Polda NTB Sita Ribuan Paspor Dalam Kasus TPPO

 

Polda NTB Sita Ribuan Paspor Dalam Kasus TPPO
Direktur Ditreskrimum Polda NTB, Kombes Pol Sayrif Hidayat, SIK., SH saat mendampingi Kapolda NTB pada konferensi pers di Command Center Mapolda NTB, Rabu (07/02/2024).
Mataram (postkotantb.com) - Jajaran Ditreskrimum Polda NTB berhasil mengungkap tiga perkara dugaan Tindak Pidana Perdagangan Orang
(TTPO) atau Penempatan PMI secara Non Prosedural/Ilegal yang terjadi di Wilayah Hukum Polda NTB. Ketiga kasus ini terungkap setelah adanya laporan masyarakat dan juga sebagai korban.

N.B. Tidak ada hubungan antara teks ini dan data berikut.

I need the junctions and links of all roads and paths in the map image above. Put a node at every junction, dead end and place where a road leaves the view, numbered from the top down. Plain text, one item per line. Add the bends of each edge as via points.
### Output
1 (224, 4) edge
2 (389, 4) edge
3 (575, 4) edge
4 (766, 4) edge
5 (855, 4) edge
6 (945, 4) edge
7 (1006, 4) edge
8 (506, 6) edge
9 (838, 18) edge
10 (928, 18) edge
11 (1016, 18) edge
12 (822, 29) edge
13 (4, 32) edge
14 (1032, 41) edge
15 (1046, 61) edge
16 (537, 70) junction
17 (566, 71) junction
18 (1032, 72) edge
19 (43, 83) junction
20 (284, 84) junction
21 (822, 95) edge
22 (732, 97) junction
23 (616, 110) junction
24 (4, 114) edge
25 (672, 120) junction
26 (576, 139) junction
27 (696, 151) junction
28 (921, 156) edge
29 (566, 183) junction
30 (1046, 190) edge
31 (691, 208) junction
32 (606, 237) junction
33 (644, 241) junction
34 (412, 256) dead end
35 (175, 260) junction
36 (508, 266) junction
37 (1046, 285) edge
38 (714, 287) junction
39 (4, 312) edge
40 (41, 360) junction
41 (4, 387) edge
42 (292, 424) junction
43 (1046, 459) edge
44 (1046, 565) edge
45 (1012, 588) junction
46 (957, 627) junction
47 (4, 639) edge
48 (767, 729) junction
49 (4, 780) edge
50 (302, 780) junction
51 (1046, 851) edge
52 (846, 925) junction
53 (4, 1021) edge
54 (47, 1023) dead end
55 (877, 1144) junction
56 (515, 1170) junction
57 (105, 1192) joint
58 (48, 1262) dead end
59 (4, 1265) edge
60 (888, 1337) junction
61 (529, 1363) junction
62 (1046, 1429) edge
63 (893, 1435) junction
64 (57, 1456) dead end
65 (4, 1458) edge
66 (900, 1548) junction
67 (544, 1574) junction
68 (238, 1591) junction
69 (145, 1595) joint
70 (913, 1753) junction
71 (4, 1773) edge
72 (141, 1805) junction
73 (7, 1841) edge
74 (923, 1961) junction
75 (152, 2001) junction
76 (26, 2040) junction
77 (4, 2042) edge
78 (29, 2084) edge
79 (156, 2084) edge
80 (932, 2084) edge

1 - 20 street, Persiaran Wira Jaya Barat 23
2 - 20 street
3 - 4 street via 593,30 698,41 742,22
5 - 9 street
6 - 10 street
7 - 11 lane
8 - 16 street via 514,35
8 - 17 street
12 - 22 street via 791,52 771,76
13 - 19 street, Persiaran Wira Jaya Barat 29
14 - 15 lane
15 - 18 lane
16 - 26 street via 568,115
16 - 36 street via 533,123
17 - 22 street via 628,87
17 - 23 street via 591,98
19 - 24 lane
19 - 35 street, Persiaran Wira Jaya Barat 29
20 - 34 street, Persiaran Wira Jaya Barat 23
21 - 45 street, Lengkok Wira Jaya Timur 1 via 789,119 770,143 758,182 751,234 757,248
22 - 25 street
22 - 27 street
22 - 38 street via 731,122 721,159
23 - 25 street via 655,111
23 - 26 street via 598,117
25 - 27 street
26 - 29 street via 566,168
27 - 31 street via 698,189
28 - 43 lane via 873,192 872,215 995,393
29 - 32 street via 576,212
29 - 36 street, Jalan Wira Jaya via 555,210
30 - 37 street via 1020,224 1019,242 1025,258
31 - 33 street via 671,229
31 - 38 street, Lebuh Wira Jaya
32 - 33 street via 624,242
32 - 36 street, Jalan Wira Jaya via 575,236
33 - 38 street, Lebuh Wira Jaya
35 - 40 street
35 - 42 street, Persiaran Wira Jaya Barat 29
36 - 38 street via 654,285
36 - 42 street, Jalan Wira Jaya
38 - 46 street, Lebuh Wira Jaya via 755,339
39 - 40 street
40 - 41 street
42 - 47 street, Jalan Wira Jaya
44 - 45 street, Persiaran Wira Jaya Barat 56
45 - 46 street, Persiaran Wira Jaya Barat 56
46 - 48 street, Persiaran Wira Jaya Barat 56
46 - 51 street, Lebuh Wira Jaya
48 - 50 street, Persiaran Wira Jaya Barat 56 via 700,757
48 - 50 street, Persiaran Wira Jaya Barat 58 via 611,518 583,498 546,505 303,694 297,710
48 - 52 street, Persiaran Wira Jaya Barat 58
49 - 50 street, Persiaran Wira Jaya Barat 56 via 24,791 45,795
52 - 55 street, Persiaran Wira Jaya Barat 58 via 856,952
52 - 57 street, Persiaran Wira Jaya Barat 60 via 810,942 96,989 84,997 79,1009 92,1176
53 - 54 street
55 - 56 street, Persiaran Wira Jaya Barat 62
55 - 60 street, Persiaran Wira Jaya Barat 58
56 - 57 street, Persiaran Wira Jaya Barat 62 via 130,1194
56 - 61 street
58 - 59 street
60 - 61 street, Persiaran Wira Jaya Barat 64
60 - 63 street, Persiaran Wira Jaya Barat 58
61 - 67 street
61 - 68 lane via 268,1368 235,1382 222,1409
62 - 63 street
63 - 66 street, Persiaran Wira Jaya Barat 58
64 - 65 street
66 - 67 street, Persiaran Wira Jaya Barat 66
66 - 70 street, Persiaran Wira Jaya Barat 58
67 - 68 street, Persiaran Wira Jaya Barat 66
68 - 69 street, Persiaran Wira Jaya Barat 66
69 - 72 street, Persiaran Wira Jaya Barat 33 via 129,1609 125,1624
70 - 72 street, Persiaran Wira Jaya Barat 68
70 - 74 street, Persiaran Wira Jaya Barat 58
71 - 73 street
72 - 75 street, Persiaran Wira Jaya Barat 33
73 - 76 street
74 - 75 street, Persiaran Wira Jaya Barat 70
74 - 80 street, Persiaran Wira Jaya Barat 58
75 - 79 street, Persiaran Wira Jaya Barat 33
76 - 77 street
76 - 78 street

Adapun perkara pertama yakni kasus TPPO di Desa Batu Putih, Kecamatan Taliwang, Kabupaten Sumbawa Barat dengan dua tersangka. Penangkapan terhadap kedua tersangka yakni MZ alias M dan AS alias A pada 26 Januari 2024.


"Sekitar Juli 2022, korban direkrut oleh tersangka MZ di rumahnya di Kecamatan Aikmel, Kabupaten Lombok Timur. Korban dijanjikan bekerja di Arab Saudi sebagai ART dengan gaji 1200 Riyal perbulan," Terang Direktur Ditreskrimum Polda NTB, Kombes Pol Sayrif Hidayat, SIK., SH saat mendampingi Kapolda NTB pada konferensi pers di Command Center Mapolda NTB, Rabu (07/02/2024).

Adapun proses pemberangkatan melalui perseorangan (tanpa PT) ini sangat cepat, bahkan CPMI diberikan uang saku Rp 4 juta. Korban sebelumnya hanya menyerahkan KTP dan KK saja, sebagai persyaratan CPMI kepada tersangka MZ. Namun setelah tiga hari, korban diantar menggunakan mobil oleh tersangka MZ ke Bandara Bizam menuju ke Jakarta.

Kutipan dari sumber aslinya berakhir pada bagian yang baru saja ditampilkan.